■ **Task description**
Copy each line of the following data that contains "名古屋半田線".

[Saved entries]
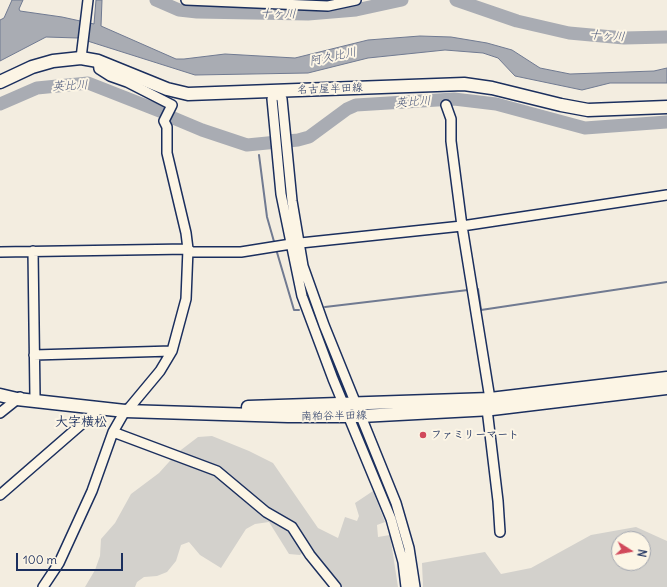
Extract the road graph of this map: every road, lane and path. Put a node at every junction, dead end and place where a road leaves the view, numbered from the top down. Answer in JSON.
{"nodes":[{"id":1,"x":88,"y":0,"type":"edge"},
{"id":2,"x":186,"y":0,"type":"edge"},
{"id":3,"x":356,"y":0,"type":"edge"},
{"id":4,"x":241,"y":1,"type":"edge"},
{"id":5,"x":81,"y":53,"type":"junction"},
{"id":6,"x":98,"y":61,"type":"junction"},
{"id":7,"x":0,"y":82,"type":"edge"},
{"id":8,"x":277,"y":91,"type":"junction"},
{"id":9,"x":446,"y":105,"type":"dead end"},
{"id":10,"x":667,"y":106,"type":"edge"},
{"id":11,"x":667,"y":196,"type":"edge"},
{"id":12,"x":462,"y":226,"type":"junction"},
{"id":13,"x":295,"y":244,"type":"junction"},
{"id":14,"x":188,"y":249,"type":"junction"},
{"id":15,"x":33,"y":251,"type":"junction"},
{"id":16,"x":0,"y":252,"type":"edge"},
{"id":17,"x":172,"y":350,"type":"junction"},
{"id":18,"x":34,"y":355,"type":"junction"},
{"id":19,"x":667,"y":378,"type":"edge"},
{"id":20,"x":667,"y":388,"type":"edge"},
{"id":21,"x":0,"y":390,"type":"edge"},
{"id":22,"x":0,"y":395,"type":"edge"},
{"id":23,"x":20,"y":397,"type":"junction"},
{"id":24,"x":35,"y":397,"type":"junction"},
{"id":25,"x":488,"y":404,"type":"junction"},
{"id":26,"x":99,"y":409,"type":"junction"},
{"id":27,"x":127,"y":409,"type":"junction"},
{"id":28,"x":352,"y":410,"type":"junction"},
{"id":29,"x":0,"y":413,"type":"edge"},
{"id":30,"x":114,"y":432,"type":"junction"},
{"id":31,"x":0,"y":495,"type":"edge"},
{"id":32,"x":500,"y":532,"type":"dead end"},
{"id":33,"x":44,"y":587,"type":"edge"},
{"id":34,"x":336,"y":587,"type":"edge"},
{"id":35,"x":406,"y":587,"type":"edge"},
{"id":36,"x":415,"y":587,"type":"edge"}],
"edges":[{"from":1,"to":5,"type":"street"},
{"from":2,"to":4,"type":"street"},
{"from":3,"to":4,"type":"street"},
{"from":5,"to":6,"type":"main road","name":"名古屋半田線"},
{"from":5,"to":7,"type":"main road","name":"名古屋半田線"},
{"from":6,"to":8,"type":"main road","name":"名古屋半田線"},
{"from":6,"to":14,"type":"street"},
{"from":8,"to":10,"type":"main road","name":"名古屋半田線"},
{"from":8,"to":13,"type":"street"},
{"from":8,"to":13,"type":"street"},
{"from":9,"to":12,"type":"street"},
{"from":11,"to":12,"type":"street"},
{"from":12,"to":13,"type":"street"},
{"from":12,"to":25,"type":"street"},
{"from":13,"to":14,"type":"street"},
{"from":13,"to":28,"type":"street"},
{"from":14,"to":15,"type":"street"},
{"from":14,"to":17,"type":"street"},
{"from":15,"to":16,"type":"street"},
{"from":15,"to":18,"type":"street"},
{"from":17,"to":18,"type":"street"},
{"from":17,"to":27,"type":"street"},
{"from":18,"to":24,"type":"street"},
{"from":19,"to":25,"type":"main road","name":"南粕谷半田線"},
{"from":20,"to":25,"type":"main road","name":"南粕谷半田線"},
{"from":21,"to":23,"type":"main road","name":"南粕谷半田線"},
{"from":22,"to":23,"type":"main road","name":"南粕谷半田線"},
{"from":23,"to":24,"type":"main road","name":"南粕谷半田線"},
{"from":23,"to":26,"type":"main road","name":"南粕谷半田線"},
{"from":23,"to":29,"type":"street"},
{"from":24,"to":27,"type":"main road","name":"南粕谷半田線"},
{"from":25,"to":28,"type":"main road","name":"南粕谷半田線"},
{"from":25,"to":32,"type":"street"},
{"from":26,"to":27,"type":"main road","name":"南粕谷半田線"},
{"from":26,"to":31,"type":"street"},
{"from":27,"to":28,"type":"main road","name":"南粕谷半田線"},
{"from":27,"to":30,"type":"street"},
{"from":28,"to":35,"type":"street"},
{"from":28,"to":36,"type":"street"},
{"from":30,"to":33,"type":"street"},
{"from":30,"to":34,"type":"street"}]}
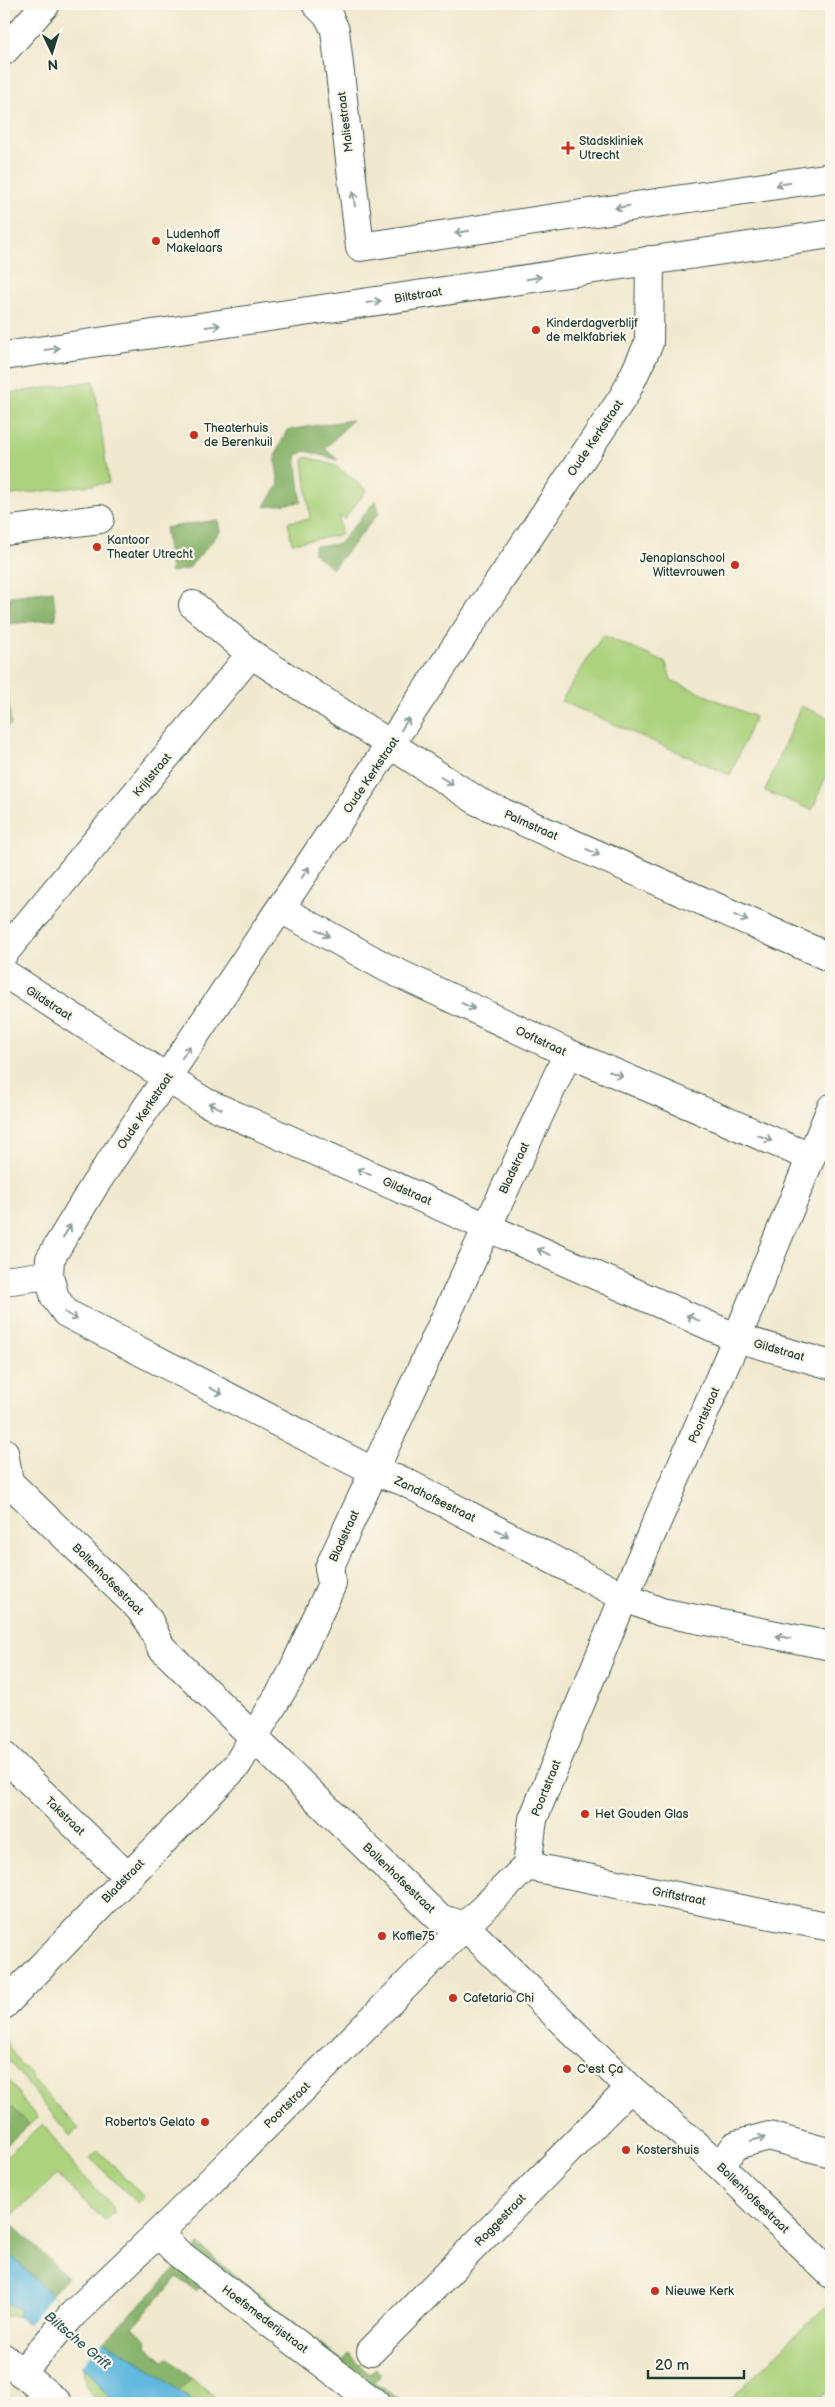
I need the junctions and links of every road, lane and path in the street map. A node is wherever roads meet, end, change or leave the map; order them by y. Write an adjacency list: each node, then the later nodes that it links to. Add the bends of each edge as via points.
1 (46, 4): 3 (street)
2 (329, 8): 4 (street, Maliestraat, one-way to 2, via 360,247 335,30)
3 (4, 51)
4 (831, 177)
5 (831, 234): 6 (street, Biltstraat)
6 (650, 260): 7 (street, Biltstraat, one-way to 6); 12 (street, Oude Kerkstraat, one-way to 6, via 625,394 649,343)
7 (4, 356)
8 (100, 519): 9 (street)
9 (4, 531)
10 (193, 606): 11 (street)
11 (251, 654): 12 (street, Palmstraat); 14 (street, Krijtstraat)
12 (390, 746): 13 (street, Oude Kerkstraat, one-way to 12); 15 (street, Palmstraat, one-way to 15, via 479,802)
13 (280, 909): 17 (street, Ooftstraat, one-way to 17, via 387,968); 18 (street, Oude Kerkstraat, one-way to 13)
14 (4, 953)
15 (831, 958)
16 (4, 973): 18 (street, Gildstraat)
17 (568, 1053): 20 (street, Ooftstraat, one-way to 20); 21 (street, Bladstraat)
18 (167, 1080): 21 (street, Gildstraat, one-way to 18, via 205,1102); 22 (street, Oude Kerkstraat, one-way to 18, via 50,1259 94,1186)
19 (831, 1108): 20 (street, Poortstraat)
20 (810, 1157): 24 (street, Poortstraat)
21 (488, 1226): 24 (street, Gildstraat, one-way to 21); 27 (street, Bladstraat)
22 (49, 1275): 23 (street); 27 (street, Zandhofsestraat, one-way to 27, via 55,1298 66,1313)
23 (4, 1281)
24 (737, 1338): 25 (street, Gildstraat); 28 (street, Poortstraat)
25 (831, 1365)
26 (4, 1452): 30 (street, Bollenhofsestraat, via 9,1482 139,1608 162,1647)
27 (374, 1472): 28 (street, Zandhofsestraat, one-way to 28, via 403,1481); 30 (street, Bladstraat, via 329,1568 332,1584 290,1677)
28 (624, 1597): 29 (street, Zandhofsestraat, one-way to 28, via 661,1612); 32 (street, Poortstraat, via 533,1819)
29 (831, 1646)
30 (255, 1739): 33 (street, Bladstraat, via 237,1765); 34 (street, Bollenhofsestraat, via 439,1918)
31 (4, 1756): 33 (street, Takstraat)
32 (528, 1866): 34 (street, Poortstraat); 35 (street, Griftstraat)
33 (127, 1876): 36 (street, Bladstraat)
34 (465, 1926): 37 (street, Bollenhofsestraat); 40 (street, Poortstraat)
35 (831, 1926)
36 (4, 2005)
37 (630, 2088): 39 (street, Bollenhofsestraat); 42 (street, Roggestraat)
38 (831, 2153): 39 (street, one-way to 38, via 736,2145 769,2136)
39 (720, 2166): 41 (street, Bollenhofsestraat)
40 (158, 2233): 43 (street, Poortstraat, via 48,2341); 45 (street, Hoefsmederijstraat, via 178,2253)
41 (831, 2274)
42 (371, 2351)
43 (12, 2365): 44 (street)
44 (58, 2403)
45 (375, 2403)

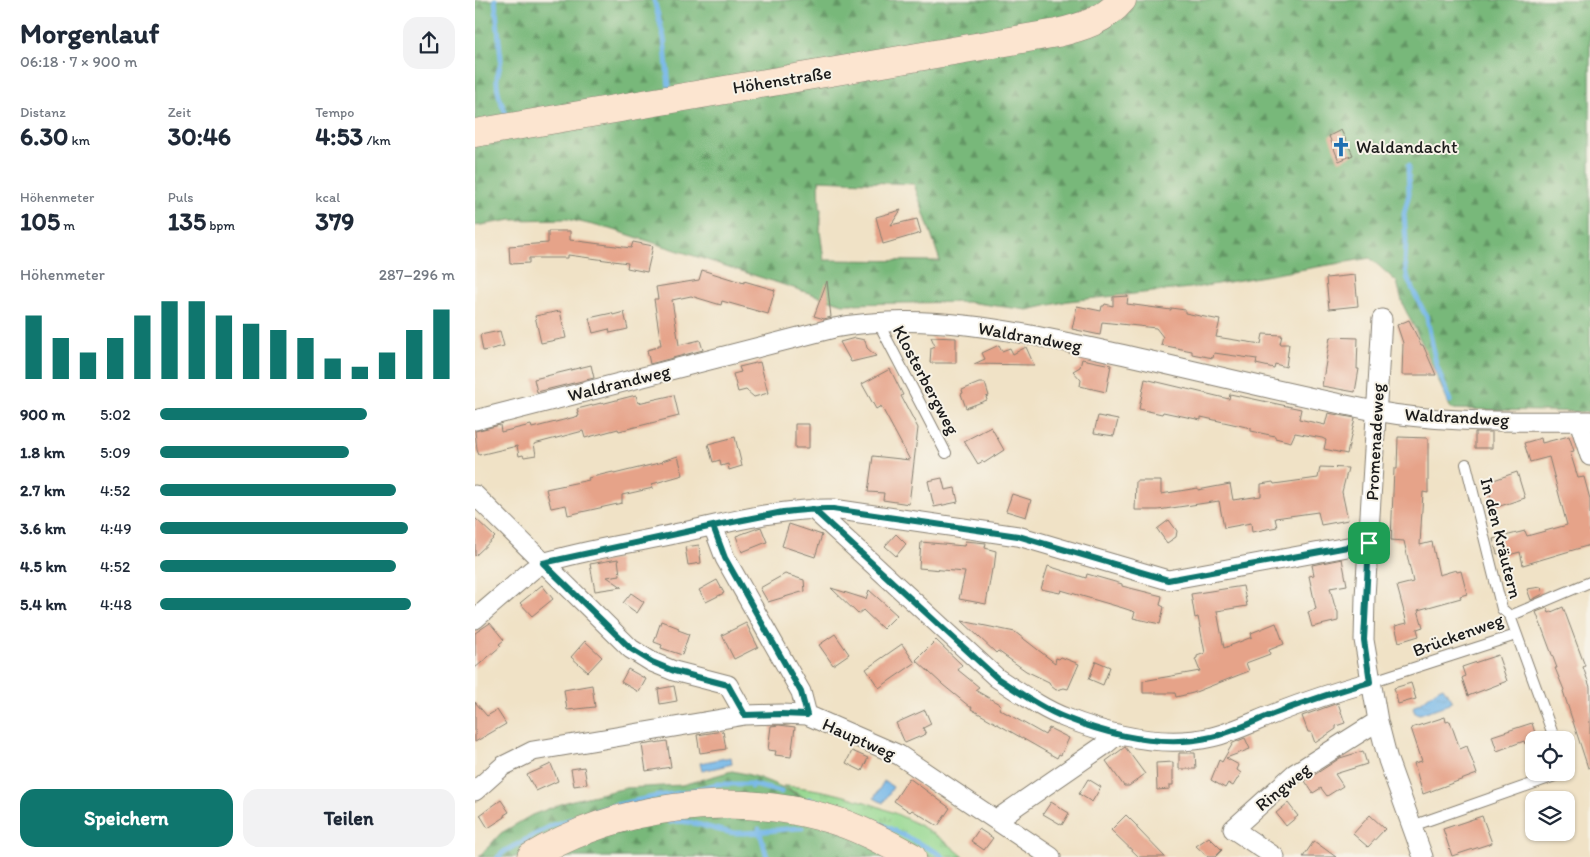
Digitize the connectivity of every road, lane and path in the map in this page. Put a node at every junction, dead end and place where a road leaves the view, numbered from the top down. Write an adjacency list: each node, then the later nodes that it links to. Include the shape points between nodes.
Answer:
1 (1123, 0): 2 (street, Höhenstraße, via 1089,25 1057,33)
2 (475, 133)
3 (1382, 319): 5 (street, Promenadeweg)
4 (878, 322): 5 (street, Waldrandweg, via 956,324 1036,336); 6 (street, Waldrandweg, via 835,328); 8 (lane, Klosterbergweg)
5 (1377, 411): 7 (street, Waldrandweg, via 1440,420); 14 (street, Promenadeweg)
6 (475, 420)
7 (1585, 421): 9 (street)
8 (946, 453)
9 (1590, 456)
10 (1466, 464): 17 (lane, In den Kräutern, via 1502,609)
11 (475, 495): 15 (street)
12 (813, 509): 13 (street); 14 (street, via 833,509 1018,536 1168,580); 25 (street, via 997,678 1065,718)
13 (713, 526): 15 (street); 22 (street, via 725,558 801,692)
14 (1369, 543): 20 (street, Promenadeweg, via 1364,640)
15 (543, 563): 18 (street); 21 (street, via 631,649 674,671 728,685)
16 (1590, 582): 17 (lane, Brückenweg)
17 (1510, 616): 19 (lane, Brückenweg)
18 (475, 619)
19 (1516, 635): 20 (lane, Brückenweg); 24 (lane)
20 (1370, 682): 23 (street, Promenadeweg); 25 (street, via 1315,698 1214,737 1157,741)
21 (745, 715): 22 (street, Hauptweg); 27 (street, Hauptweg, via 533,752 503,766)
22 (807, 715): 28 (street, Hauptweg, via 899,755)
23 (1378, 721): 29 (street, Promenadeweg, via 1388,760); 33 (street, Ringweg, via 1294,774 1233,829)
24 (1552, 731)
25 (1118, 734): 28 (street)
26 (1540, 781): 29 (lane)
27 (475, 791)
28 (996, 820): 32 (street, Hauptweg)
29 (1412, 826): 34 (street, Promenadeweg)
30 (531, 857): 31 (street, via 556,843 616,820 656,811 722,804 758,806 826,818)
31 (912, 857)
32 (1051, 857)
33 (1275, 857)
34 (1423, 857)

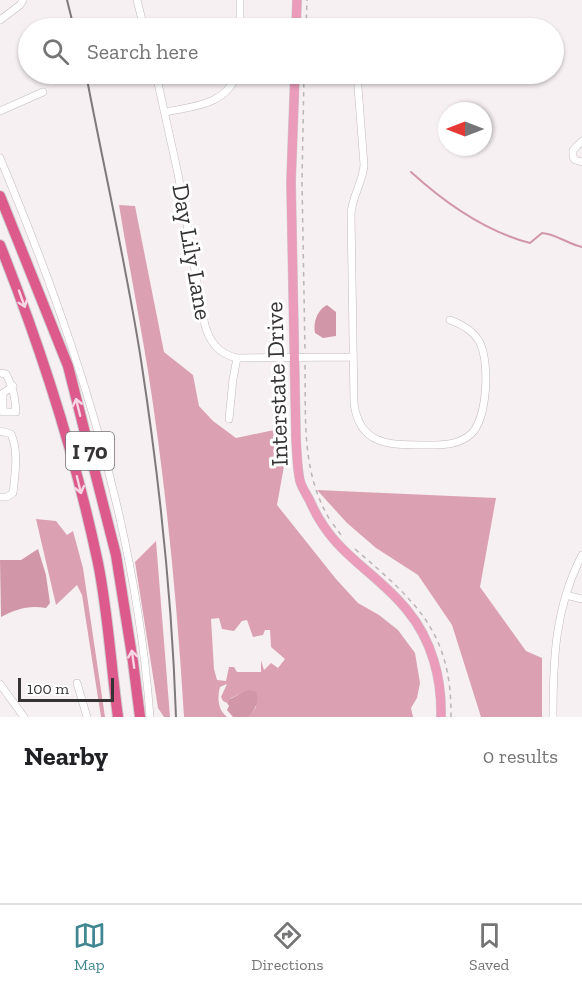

■ **Output**
{"from":5,"to":6,"type":"main road","name":"名古屋半田線"},
{"from":5,"to":7,"type":"main road","name":"名古屋半田線"},
{"from":6,"to":8,"type":"main road","name":"名古屋半田線"},
{"from":8,"to":10,"type":"main road","name":"名古屋半田線"},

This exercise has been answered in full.